Il se trouve que pendant la décennie des années 1990, j’ai acquis une quantité assez importante de grands formats du château Meyney car lors d’une visite j’avais pu me rendre compte des qualités de ce vin que peu de gens signalent dans leurs préférences. J’avais notamment bu un Château Meyney 1947 exceptionnel au château. Le Jéroboam Château Meyney Saint-Estèphe 1969 fait une forte impression car ce vin est dense et riche. Il offre ce qu’on aime dans les vins de Bordeaux, force et noblesse.
Je m’attendais à ce que le Jéroboam Château Meyney Saint-Estèphe 1967 soit supérieur au 1969 car c’est l’ordre que l’on est habitué à attendre de ces millésimes, mais même si la richesse du 1967 est très agréable, je préfère le côté gracieux du 1969.

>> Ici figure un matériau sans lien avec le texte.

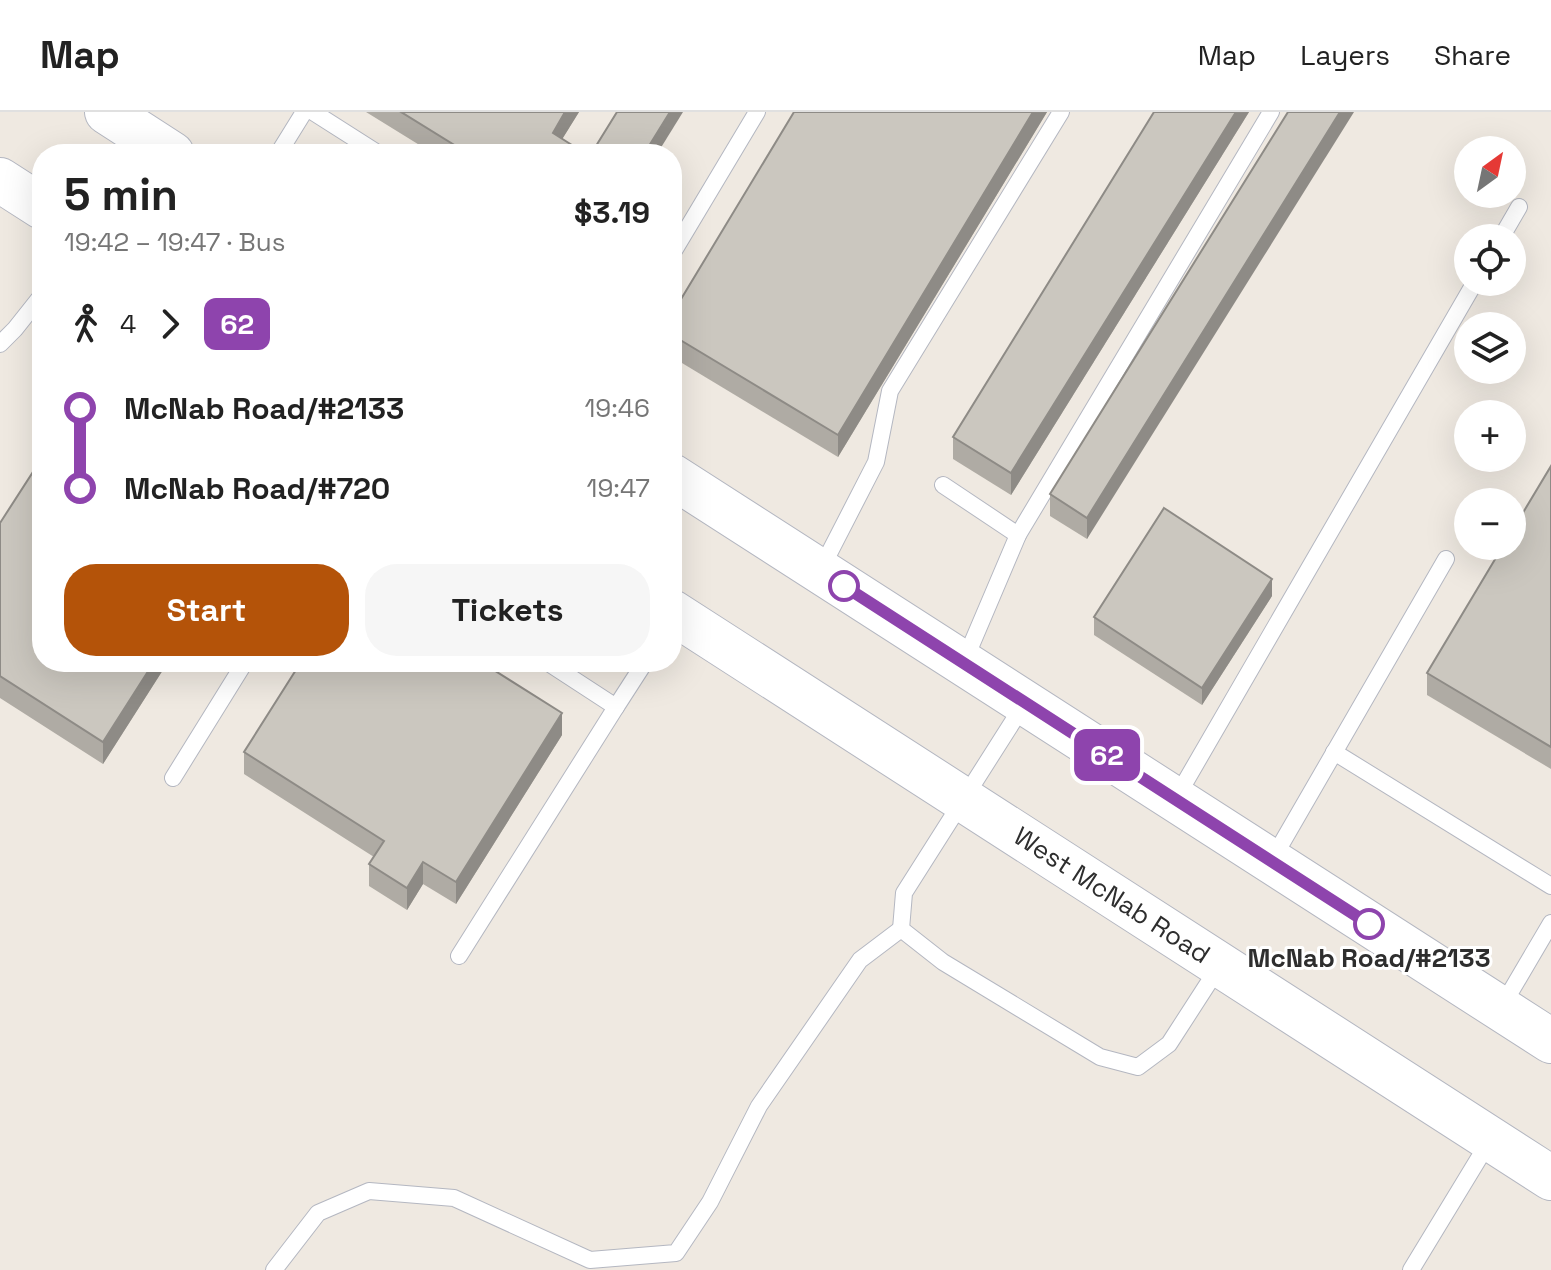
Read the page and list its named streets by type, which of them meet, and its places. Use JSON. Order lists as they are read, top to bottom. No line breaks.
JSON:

Avec l’Impériale Château Mouton Rothschild 1979 on franchit une étape dans la noblesse des vins de bordeaux. Au premier abord ce vin paraît moins puissant et moins convainquant que les Meyney mais très rapidement s’impose la subtilité de ce vin délicat. Et comme pour les vins qui ont précédé, l’effet du volume du contenant est impressionnant car ce Mouton est large, soyeux et souriant.
Pour le dessert au chocolat, apparaît un Magnum Maury Mas Amiel 1979. Mais il est possible aussi de boire un Jéroboam de Champagne Veuve Clicquot La Grande Dame 2008. Le Maury est puissant, gourmand, mais il offre aussi des notes de fraîcheur. Il est très agréable à boire par sa générosité. Le champagne est noble mais encore très jeune. Il est très apprécié au point que l’on risque de manquer de quoi boire !
J’avais prévu en réserve un Magnum Champagne Moët sans année affichée et sans étiquette. Je le fais ouvrir. Si l’on se fie aux indications que fournit le bouchon et la capsule, ce Moët pourrait être des années 40 ou 50. Dès la première gorgée, je l’adore, car il est énigmatique. Son goût est inattendu, sauvage, insolent presque. J’aime ces vins qui font du hors-piste.
Si l’on aime les saveurs inattendues, on va encore plus loin avec le Cinzano Dry Vermouth années 30 qui est normalement un vin d’apéritif, mais qui est très adapté à ce moment du repas. Avec les financiers, il est divin. Il est très difficile de décrire ce breuvage qui combine fraîcheur et puissance et dont les évocations sont infinies. Il est gourmand et a un goût de revenez-y. Ses saveurs complexes et volatiles me ravissent.
A l’inverse, le Rhum Naura 40° d’une bouteille de 100 cl est très clair, limpide et beaucoup plus conventionnel et attendu. Il est bon, mais n’apporte aucune surprise.
Tous les convives ont été ravis du menu et des plats, superbes de cohérence. Le chef a été heureux de créer des plats conçus pour se marier à mes vins. Quand je suis allé le féliciter en cuisine, il a eu une remarque qui m’a fait chaud au cœur : « en me demandant de faire ce repas selon vos recommandations, vous avez ouvert des pistes nouvelles pour ma façon de cuisiner ». Quel plaisir pour moi.
Nous avions demandé de ne pas apporter de cadeaux mais nous en avons reçu de toutes sortes. Par une belle journée ensoleillée nous avons eu une belle fête avec des amis et parents que nous aimons. Vive les noces de diamant.